For some people, the close proximity to work is important. For others, the close proximity to things outside of work is more important. I’ve actually had clients that had to live near Target. As a Target fanatic myself, I couldn’t blame them. After searching any and everywhere, they gave up the dream to buy a home near a Target. However, guess what? We found them a home in their price range ACROSS from a Target. LOOK AT GOD!

Now let’s talk a little more in depth on where to go. Many times we love where we rent or we hate it. Do you know the cost of homes where you live? Here is the chance to see where you can buy. One rule of thumb I tend to tell people is that you can either afford 2 times your monthly salary or four times your monthly salary. Why so? Well, when you purchase a home, a lender qualifies you based on your debt to income ratio.

Debt to Income Ratio

debt-to-income, or DTI, ratio is derived by dividing your monthlydebt payments by your monthly gross income. The ratio is expressed as a percentage, and lenders use it to determine how well you manage monthly debts — and if you can afford to repay a loan.

Here’s a simple two-step formula for calculating your DTI ratio.
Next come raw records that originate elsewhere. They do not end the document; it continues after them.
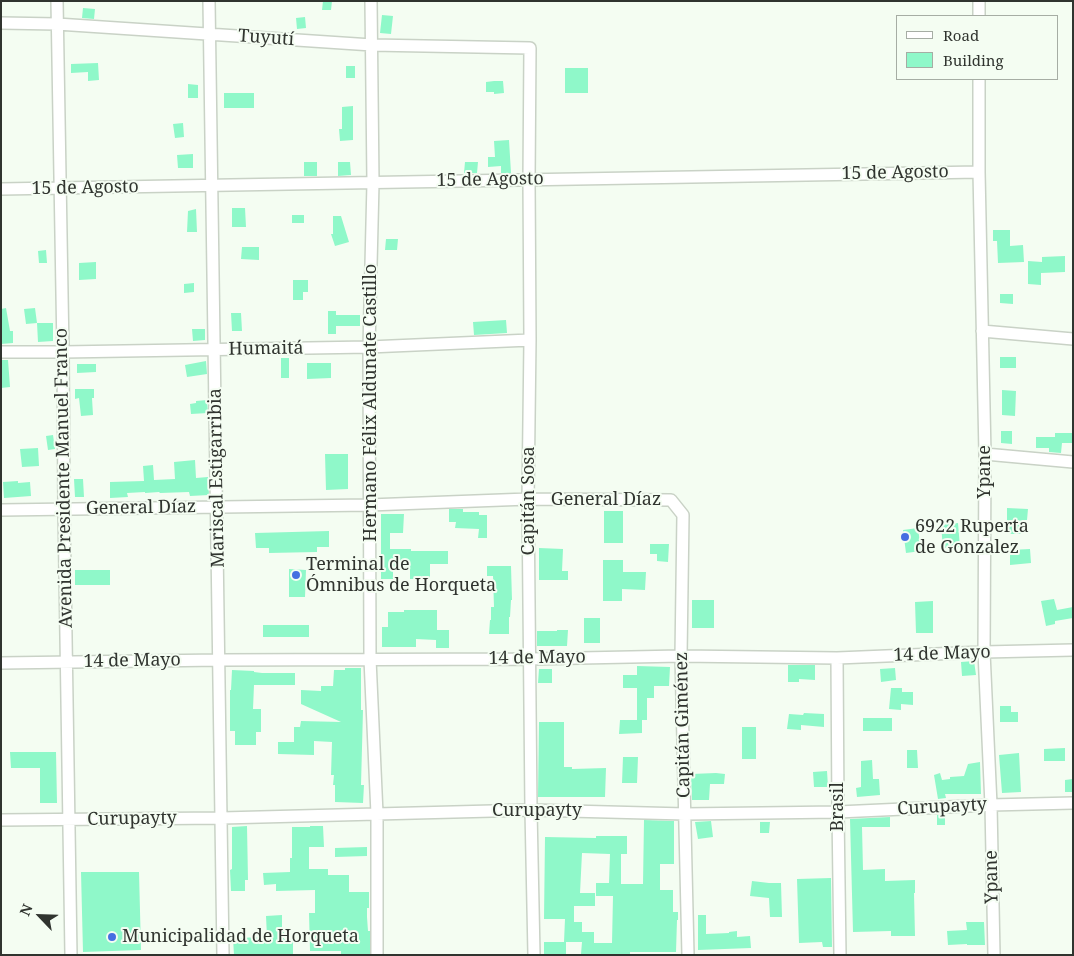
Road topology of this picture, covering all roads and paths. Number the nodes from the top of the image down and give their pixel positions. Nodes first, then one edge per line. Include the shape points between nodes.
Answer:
1 (57, 1) edge
2 (209, 1) edge
3 (371, 1) edge
4 (979, 1) edge
5 (979, 15) edge
6 (1, 23) edge
7 (58, 24) junction
8 (209, 35) junction
9 (372, 45) junction
10 (530, 48) joint
11 (979, 80) edge
12 (978, 172) junction
13 (529, 180) junction
14 (374, 183) junction
15 (211, 186) junction
16 (60, 188) junction
17 (1, 189) edge
18 (982, 331) junction
19 (1073, 339) edge
20 (530, 340) junction
21 (368, 346) junction
22 (214, 350) junction
23 (1, 352) edge
24 (63, 352) junction
25 (985, 454) junction
26 (1073, 462) edge
27 (528, 500) junction
28 (671, 500) joint
29 (369, 505) junction
30 (217, 507) junction
31 (1, 510) edge
32 (64, 510) junction
33 (1073, 650) edge
34 (984, 652) junction
35 (681, 656) junction
36 (838, 658) junction
37 (370, 659) junction
38 (530, 659) junction
39 (220, 660) junction
40 (1, 663) edge
41 (66, 663) junction
42 (1073, 803) edge
43 (991, 804) junction
44 (531, 810) junction
45 (838, 812) junction
46 (377, 814) junction
47 (685, 814) junction
48 (222, 818) junction
49 (1, 820) edge
50 (70, 820) junction
51 (71, 955) edge
52 (223, 955) edge
53 (377, 955) edge
54 (534, 955) edge
55 (688, 955) edge
56 (840, 955) edge
57 (994, 955) edge

1 - 7 street, Avenida Presidente Manuel Franco
2 - 8 street, Mariscal Estigarribia
3 - 9 street, Hermano Félix Aldunate Castillo
4 - 5 street
6 - 7 street, Tuyutí
7 - 8 street, Tuyutí
7 - 16 street, Avenida Presidente Manuel Franco
8 - 9 street, Tuyutí
8 - 15 street, Mariscal Estigarribia
9 - 10 street, Tuyutí
9 - 14 street, Hermano Félix Aldunate Castillo
10 - 13 street, Capitán Sosa
11 - 12 street, Ypane
12 - 13 street, 15 de Agosto
12 - 18 street, Ypane
13 - 14 street, 15 de Agosto
13 - 20 street, Capitán Sosa
14 - 15 street, 15 de Agosto
14 - 21 street, Hermano Félix Aldunate Castillo
15 - 16 street, 15 de Agosto
15 - 22 street, Mariscal Estigarribia
16 - 17 street, 15 de Agosto
16 - 24 street, Avenida Presidente Manuel Franco
18 - 19 street
18 - 25 street, Ypane
20 - 21 street, Humaitá
20 - 27 street, Capitán Sosa
21 - 22 street, Humaitá
21 - 29 street, Hermano Félix Aldunate Castillo
22 - 24 street, Humaitá
22 - 30 street, Mariscal Estigarribia
23 - 24 street, Humaitá
24 - 32 street, Avenida Presidente Manuel Franco
25 - 26 street
25 - 34 street, Ypane
27 - 28 street, General Díaz
27 - 29 street, General Díaz
27 - 38 street, Capitán Sosa
28 - 35 street, Capitán Giménez via 683,515
29 - 30 street, General Díaz
29 - 37 street, Hermano Félix Aldunate Castillo
30 - 32 street, General Díaz
30 - 39 street, Mariscal Estigarribia
31 - 32 street, General Díaz
32 - 41 street, Avenida Presidente Manuel Franco
33 - 34 street, 14 de Mayo
34 - 36 street, 14 de Mayo
34 - 43 street, Ypane
35 - 36 street, 14 de Mayo
35 - 38 street, 14 de Mayo
35 - 47 street, Capitán Giménez
36 - 45 street, Brasil
37 - 38 street, 14 de Mayo
37 - 39 street, 14 de Mayo
37 - 46 street, Hermano Félix Aldunate Castillo
38 - 44 street, Capitán Sosa
39 - 41 street, 14 de Mayo
39 - 48 street, Mariscal Estigarribia
40 - 41 street, 14 de Mayo
41 - 50 street, Avenida Presidente Manuel Franco
42 - 43 street, Curupayty
43 - 45 street, Curupayty
43 - 57 street, Ypane
44 - 46 street, Curupayty
44 - 47 street, Curupayty
44 - 54 street, Capitán Sosa
45 - 47 street, Curupayty
45 - 56 street, Brasil
46 - 48 street, Curupayty
46 - 53 street, Hermano Félix Aldunate Castillo
47 - 55 street, Capitán Giménez
48 - 50 street, Curupayty
48 - 52 street, Mariscal Estigarribia
49 - 50 street, Curupayty
50 - 51 street, Avenida Presidente Manuel Franco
  1. Add up all of your monthly debts. These payments may include:
    • Monthly mortgage or rent payment
    • Minimum credit card payments
    • Auto, student or personal loan payments
    • Monthly alimony or child support payments
    • Any other debt payments that show on your credit report
  2. Divide the sum of your monthly debts by your monthly gross income (your take-home pay before taxes and other monthly deductions).
  3. Convert the figure into a percentage and that is your DTI ratio.

Keep in mind that other monthly bills and financial obligations — utilities, groceries, insurance premiums, healthcare expenses, daycare, etc. — are not part of this calculation. Your lender isn’t going to factor these budget items into their decision on how much money to lend you. Keep in mind that just because you qualify for a $300,000 mortgage, that doesn’t mean you can actually afford the monthly payment that comes with it when considering your entire budget. – Excerpted from Bankrate.com

Your debt to income ratio (DTI) will determine which loan program makes sense for you as well. If you have a higher DTI, you may work best with a FHA loan as they have higher DTI qualifications up to 56.9%. If you are at 50% or below, you may qualify to do a conventional loan. If your DTI, exceeds any of these numbers, you may be asked to pay off some things to get where you need to be to get qualified.
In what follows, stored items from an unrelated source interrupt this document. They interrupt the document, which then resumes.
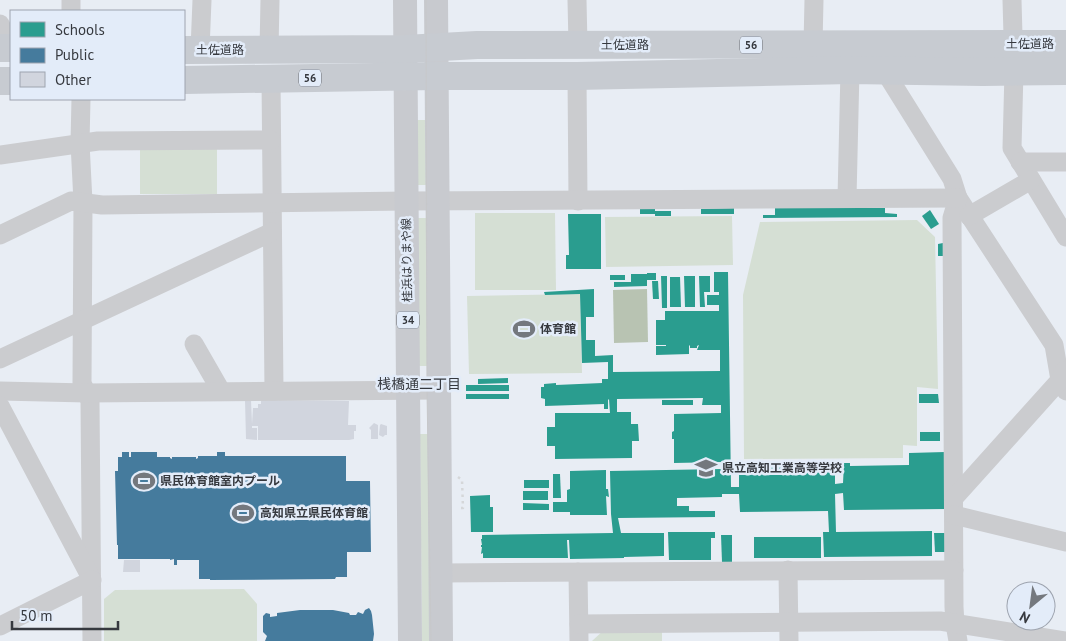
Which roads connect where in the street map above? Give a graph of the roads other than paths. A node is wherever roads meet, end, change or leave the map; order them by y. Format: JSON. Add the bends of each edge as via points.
{"nodes":[{"id":1,"x":202,"y":0,"type":"edge"},
{"id":2,"x":270,"y":0,"type":"edge"},
{"id":3,"x":405,"y":0,"type":"edge"},
{"id":4,"x":436,"y":0,"type":"edge"},
{"id":5,"x":577,"y":0,"type":"edge"},
{"id":6,"x":814,"y":0,"type":"edge"},
{"id":7,"x":1012,"y":0,"type":"edge"},
{"id":8,"x":1013,"y":43,"type":"junction"},
{"id":9,"x":1066,"y":44,"type":"edge"},
{"id":10,"x":578,"y":45,"type":"junction"},
{"id":11,"x":813,"y":45,"type":"junction"},
{"id":12,"x":436,"y":48,"type":"junction"},
{"id":13,"x":405,"y":49,"type":"junction"},
{"id":14,"x":192,"y":50,"type":"edge"},
{"id":15,"x":270,"y":50,"type":"junction"},
{"id":16,"x":850,"y":70,"type":"junction"},
{"id":17,"x":884,"y":70,"type":"junction"},
{"id":18,"x":1014,"y":71,"type":"junction"},
{"id":19,"x":1066,"y":71,"type":"edge"},
{"id":20,"x":436,"y":76,"type":"junction"},
{"id":21,"x":577,"y":76,"type":"junction"},
{"id":22,"x":406,"y":77,"type":"junction"},
{"id":23,"x":271,"y":79,"type":"junction"},
{"id":24,"x":185,"y":80,"type":"edge"},
{"id":25,"x":81,"y":100,"type":"edge"},
{"id":26,"x":272,"y":140,"type":"junction"},
{"id":27,"x":80,"y":143,"type":"junction"},
{"id":28,"x":0,"y":155,"type":"edge"},
{"id":29,"x":1020,"y":162,"type":"junction"},
{"id":30,"x":1066,"y":162,"type":"edge"},
{"id":31,"x":1031,"y":180,"type":"junction"},
{"id":32,"x":847,"y":198,"type":"junction"},
{"id":33,"x":958,"y":198,"type":"junction"},
{"id":34,"x":406,"y":201,"type":"junction"},
{"id":35,"x":437,"y":201,"type":"junction"},
{"id":36,"x":578,"y":201,"type":"junction"},
{"id":37,"x":83,"y":202,"type":"junction"},
{"id":38,"x":272,"y":203,"type":"junction"},
{"id":39,"x":970,"y":216,"type":"junction"},
{"id":40,"x":1064,"y":231,"type":"edge"},
{"id":41,"x":272,"y":232,"type":"junction"},
{"id":42,"x":0,"y":235,"type":"edge"},
{"id":43,"x":82,"y":319,"type":"junction"},
{"id":44,"x":194,"y":344,"type":"dead end"},
{"id":45,"x":0,"y":358,"type":"edge"},
{"id":46,"x":1064,"y":380,"type":"edge"},
{"id":47,"x":408,"y":390,"type":"junction"},
{"id":48,"x":439,"y":390,"type":"junction"},
{"id":49,"x":0,"y":391,"type":"edge"},
{"id":50,"x":221,"y":391,"type":"junction"},
{"id":51,"x":274,"y":391,"type":"junction"},
{"id":52,"x":87,"y":393,"type":"junction"},
{"id":53,"x":0,"y":406,"type":"edge"},
{"id":54,"x":954,"y":507,"type":"junction"},
{"id":55,"x":1066,"y":542,"type":"edge"},
{"id":56,"x":788,"y":570,"type":"junction"},
{"id":57,"x":954,"y":570,"type":"junction"},
{"id":58,"x":578,"y":572,"type":"junction"},
{"id":59,"x":440,"y":573,"type":"junction"},
{"id":60,"x":92,"y":580,"type":"junction"},
{"id":61,"x":789,"y":622,"type":"junction"},
{"id":62,"x":0,"y":626,"type":"edge"},
{"id":63,"x":579,"y":632,"type":"edge"},
{"id":64,"x":957,"y":633,"type":"edge"},
{"id":65,"x":92,"y":641,"type":"edge"},
{"id":66,"x":410,"y":641,"type":"edge"},
{"id":67,"x":440,"y":641,"type":"edge"},
{"id":68,"x":789,"y":641,"type":"edge"},
{"id":69,"x":1066,"y":641,"type":"edge"}],
"edges":[{"from":1,"to":14,"type":"street"},
{"from":2,"to":15,"type":"street"},
{"from":3,"to":13,"type":"main road","name":"桂浜はりまや線","number":"34"},
{"from":4,"to":12,"type":"main road"},
{"from":5,"to":10,"type":"street"},
{"from":6,"to":11,"type":"street"},
{"from":7,"to":8,"type":"street"},
{"from":8,"to":9,"type":"highway","name":"土佐道路","number":"56"},
{"from":8,"to":11,"type":"highway","name":"土佐道路","number":"56"},
{"from":8,"to":18,"type":"street"},
{"from":10,"to":11,"type":"highway","name":"土佐道路","number":"56"},
{"from":10,"to":12,"type":"highway","name":"土佐道路","number":"56"},
{"from":12,"to":13,"type":"highway","name":"土佐道路","number":"56"},
{"from":12,"to":20,"type":"main road"},
{"from":13,"to":15,"type":"highway","name":"土佐道路","number":"56"},
{"from":13,"to":22,"type":"main road","name":"桂浜はりまや線","number":"34"},
{"from":14,"to":15,"type":"highway","name":"土佐道路","number":"56"},
{"from":16,"to":17,"type":"highway","number":"56"},
{"from":16,"to":21,"type":"highway","number":"56"},
{"from":16,"to":32,"type":"street"},
{"from":17,"to":18,"type":"highway","number":"56"},
{"from":17,"to":33,"type":"street","via":[[952,179]]},
{"from":18,"to":19,"type":"highway","number":"56"},
{"from":18,"to":29,"type":"street","via":[[1012,148]]},
{"from":20,"to":21,"type":"highway","number":"56"},
{"from":20,"to":22,"type":"highway","number":"56"},
{"from":20,"to":35,"type":"main road"},
{"from":21,"to":36,"type":"street"},
{"from":22,"to":23,"type":"highway","number":"56"},
{"from":22,"to":34,"type":"main road","name":"桂浜はりまや線","number":"34"},
{"from":23,"to":24,"type":"highway","number":"56"},
{"from":23,"to":26,"type":"street"},
{"from":25,"to":27,"type":"street"},
{"from":26,"to":27,"type":"street"},
{"from":26,"to":38,"type":"street"},
{"from":27,"to":28,"type":"street"},
{"from":27,"to":37,"type":"street"},
{"from":29,"to":30,"type":"street"},
{"from":29,"to":31,"type":"street"},
{"from":31,"to":39,"type":"street"},
{"from":31,"to":40,"type":"street"},
{"from":32,"to":33,"type":"street"},
{"from":32,"to":36,"type":"street"},
{"from":33,"to":39,"type":"street"},
{"from":33,"to":54,"type":"street","via":[[952,218]]},
{"from":34,"to":35,"type":"street"},
{"from":34,"to":38,"type":"street"},
{"from":34,"to":47,"type":"main road","name":"桂浜はりまや線","number":"34"},
{"from":35,"to":36,"type":"street"},
{"from":35,"to":48,"type":"main road"},
{"from":37,"to":38,"type":"street","via":[[102,205]]},
{"from":37,"to":42,"type":"street","via":[[71,201]]},
{"from":37,"to":43,"type":"street"},
{"from":38,"to":41,"type":"street"},
{"from":39,"to":46,"type":"street","via":[[1054,345]]},
{"from":41,"to":43,"type":"street"},
{"from":41,"to":51,"type":"street"},
{"from":43,"to":45,"type":"street"},
{"from":43,"to":52,"type":"street","via":[[82,383]]},
{"from":44,"to":50,"type":"street"},
{"from":46,"to":54,"type":"street"},
{"from":47,"to":48,"type":"street"},
{"from":47,"to":51,"type":"street"},
{"from":47,"to":66,"type":"main road","name":"桂浜はりまや線","number":"34"},
{"from":48,"to":59,"type":"main road"},
{"from":49,"to":52,"type":"street"},
{"from":50,"to":51,"type":"street"},
{"from":50,"to":52,"type":"street"},
{"from":52,"to":60,"type":"street","via":[[90,400]]},
{"from":53,"to":60,"type":"street"},
{"from":54,"to":55,"type":"street"},
{"from":54,"to":57,"type":"street"},
{"from":56,"to":57,"type":"street"},
{"from":56,"to":58,"type":"street"},
{"from":56,"to":61,"type":"street"},
{"from":57,"to":64,"type":"street"},
{"from":58,"to":59,"type":"street"},
{"from":58,"to":63,"type":"street"},
{"from":59,"to":67,"type":"main road"},
{"from":60,"to":62,"type":"street"},
{"from":60,"to":65,"type":"street"},
{"from":61,"to":63,"type":"street"},
{"from":61,"to":64,"type":"street","via":[[940,622]]},
{"from":61,"to":68,"type":"street"},
{"from":64,"to":69,"type":"street"}]}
Mortgages are NOT like rental qualifications. Rental qualifications are based on your monthly gross income being 3 times the monthly rent. A mortgage lender looks at ALL of your debt reported on your credit report. Let’s use an example for DTI qualifications.

EXAMPLE:

Gross Income – $48,000 salary = $4000 per month

Debt: Car Note – $350; Student Loans – $200, Credit Card 1 – $55; Credit Card 2 – $75; Personal Loan – $100. These are all based on monhtly payments NOT the overall payment. The total debt in this situation is $780/month. Now let’s say that the mortgage payment on said home would be $1800. That would bring your total monthly debt up to $2580. Would the lender qualify you for that home? Well, let’s see. Divide $2580/4000. That equals 65% of debt to income. Now, the lender may not qualify you for a home that would cost $1800/month. However, you may can get qualified for a home that cost $1450/month. Want to spend a little more? Your next option would be to eliminate some of the debt. In this example, to get the home that cost $1800, you’d need to eliminate $350 of debt. Where would that be from?

I tell clients that the way they could afford more house would be to either eliminate some debt, increase income, put down more money on the home, or all of the above.

Cost of Homes in DFW

As you can see, the average price of homes in DFW have increased 2.9% from May 2018 to May 2019 to $330,766. This isn’t to say that all homes in DFW are $330,766 but on average the home sales are.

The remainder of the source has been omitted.